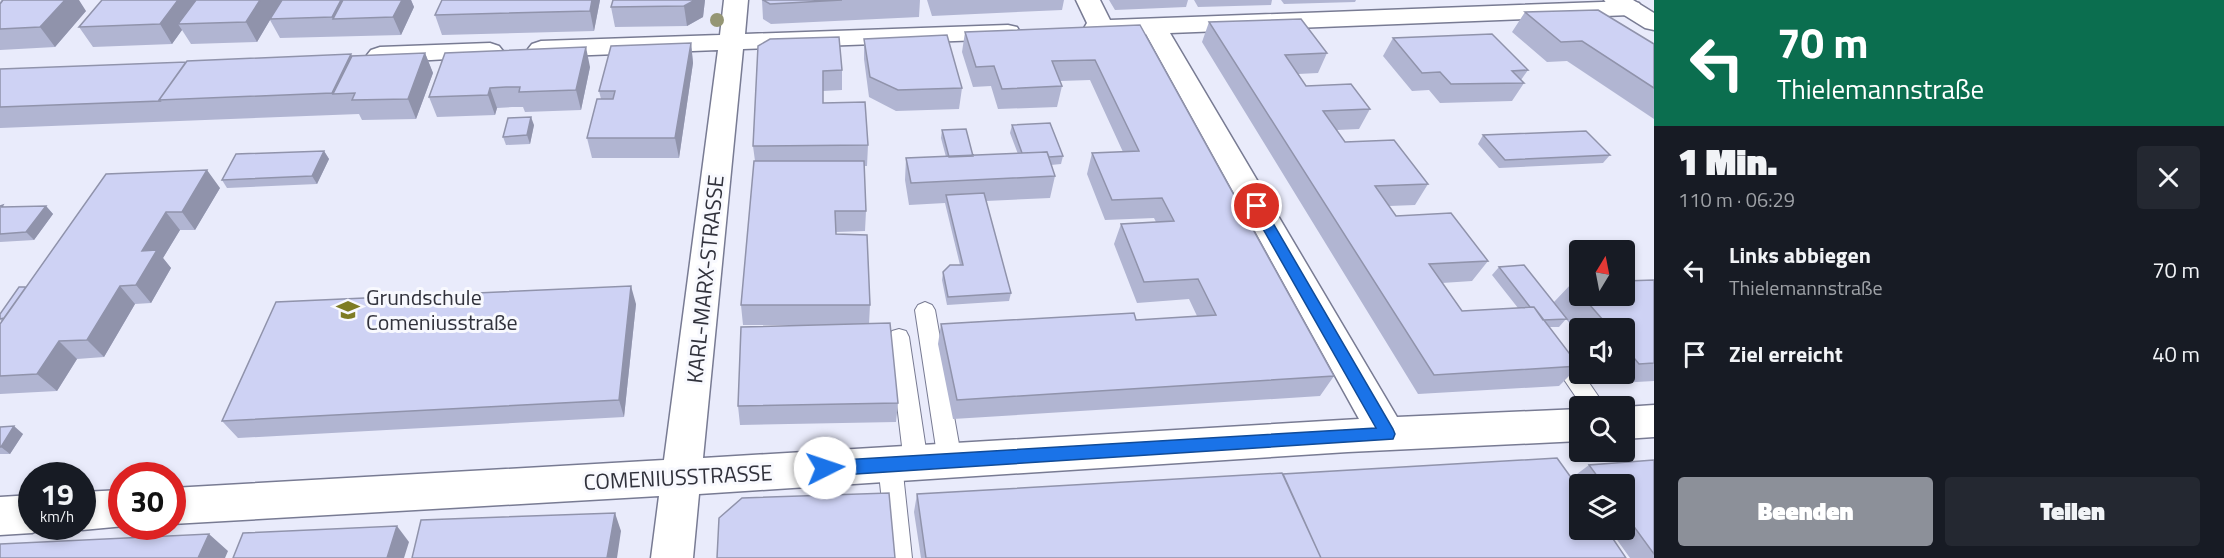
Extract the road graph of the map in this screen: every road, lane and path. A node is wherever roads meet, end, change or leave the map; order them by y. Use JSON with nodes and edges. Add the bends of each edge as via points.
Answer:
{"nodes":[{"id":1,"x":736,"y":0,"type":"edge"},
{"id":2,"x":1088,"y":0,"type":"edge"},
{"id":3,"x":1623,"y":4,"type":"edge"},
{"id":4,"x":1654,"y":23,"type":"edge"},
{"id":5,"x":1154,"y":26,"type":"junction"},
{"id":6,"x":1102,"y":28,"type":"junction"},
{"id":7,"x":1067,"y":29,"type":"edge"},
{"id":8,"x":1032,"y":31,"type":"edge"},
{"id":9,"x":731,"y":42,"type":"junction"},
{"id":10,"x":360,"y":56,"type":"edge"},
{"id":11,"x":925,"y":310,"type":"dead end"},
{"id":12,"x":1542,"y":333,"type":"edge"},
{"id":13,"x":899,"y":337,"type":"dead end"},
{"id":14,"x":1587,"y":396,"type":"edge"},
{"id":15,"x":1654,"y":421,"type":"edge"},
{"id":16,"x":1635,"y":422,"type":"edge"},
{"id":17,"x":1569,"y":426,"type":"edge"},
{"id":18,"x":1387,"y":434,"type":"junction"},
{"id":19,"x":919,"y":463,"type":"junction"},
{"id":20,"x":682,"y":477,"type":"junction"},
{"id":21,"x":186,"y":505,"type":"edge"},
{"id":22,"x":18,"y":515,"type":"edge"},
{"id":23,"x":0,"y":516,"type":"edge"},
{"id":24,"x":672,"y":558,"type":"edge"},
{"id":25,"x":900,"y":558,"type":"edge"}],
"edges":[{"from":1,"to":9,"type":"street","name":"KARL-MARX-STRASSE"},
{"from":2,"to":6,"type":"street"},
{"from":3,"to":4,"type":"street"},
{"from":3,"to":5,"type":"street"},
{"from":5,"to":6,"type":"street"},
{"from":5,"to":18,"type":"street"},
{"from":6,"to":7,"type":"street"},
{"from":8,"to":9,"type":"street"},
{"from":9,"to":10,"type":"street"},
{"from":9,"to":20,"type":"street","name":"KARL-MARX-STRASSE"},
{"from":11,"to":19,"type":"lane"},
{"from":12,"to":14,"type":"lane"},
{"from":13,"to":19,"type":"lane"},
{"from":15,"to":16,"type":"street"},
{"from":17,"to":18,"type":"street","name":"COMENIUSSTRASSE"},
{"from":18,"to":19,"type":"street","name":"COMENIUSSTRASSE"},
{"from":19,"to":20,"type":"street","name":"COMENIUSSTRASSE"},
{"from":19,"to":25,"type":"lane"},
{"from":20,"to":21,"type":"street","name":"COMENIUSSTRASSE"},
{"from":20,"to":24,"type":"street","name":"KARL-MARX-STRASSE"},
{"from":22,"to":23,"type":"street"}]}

__________________________________________________

Goal of the exercise: Please go through the material and return each line where the word "dead" appears.

Exercise response:
{"id":11,"x":925,"y":310,"type":"dead end"},
{"id":13,"x":899,"y":337,"type":"dead end"},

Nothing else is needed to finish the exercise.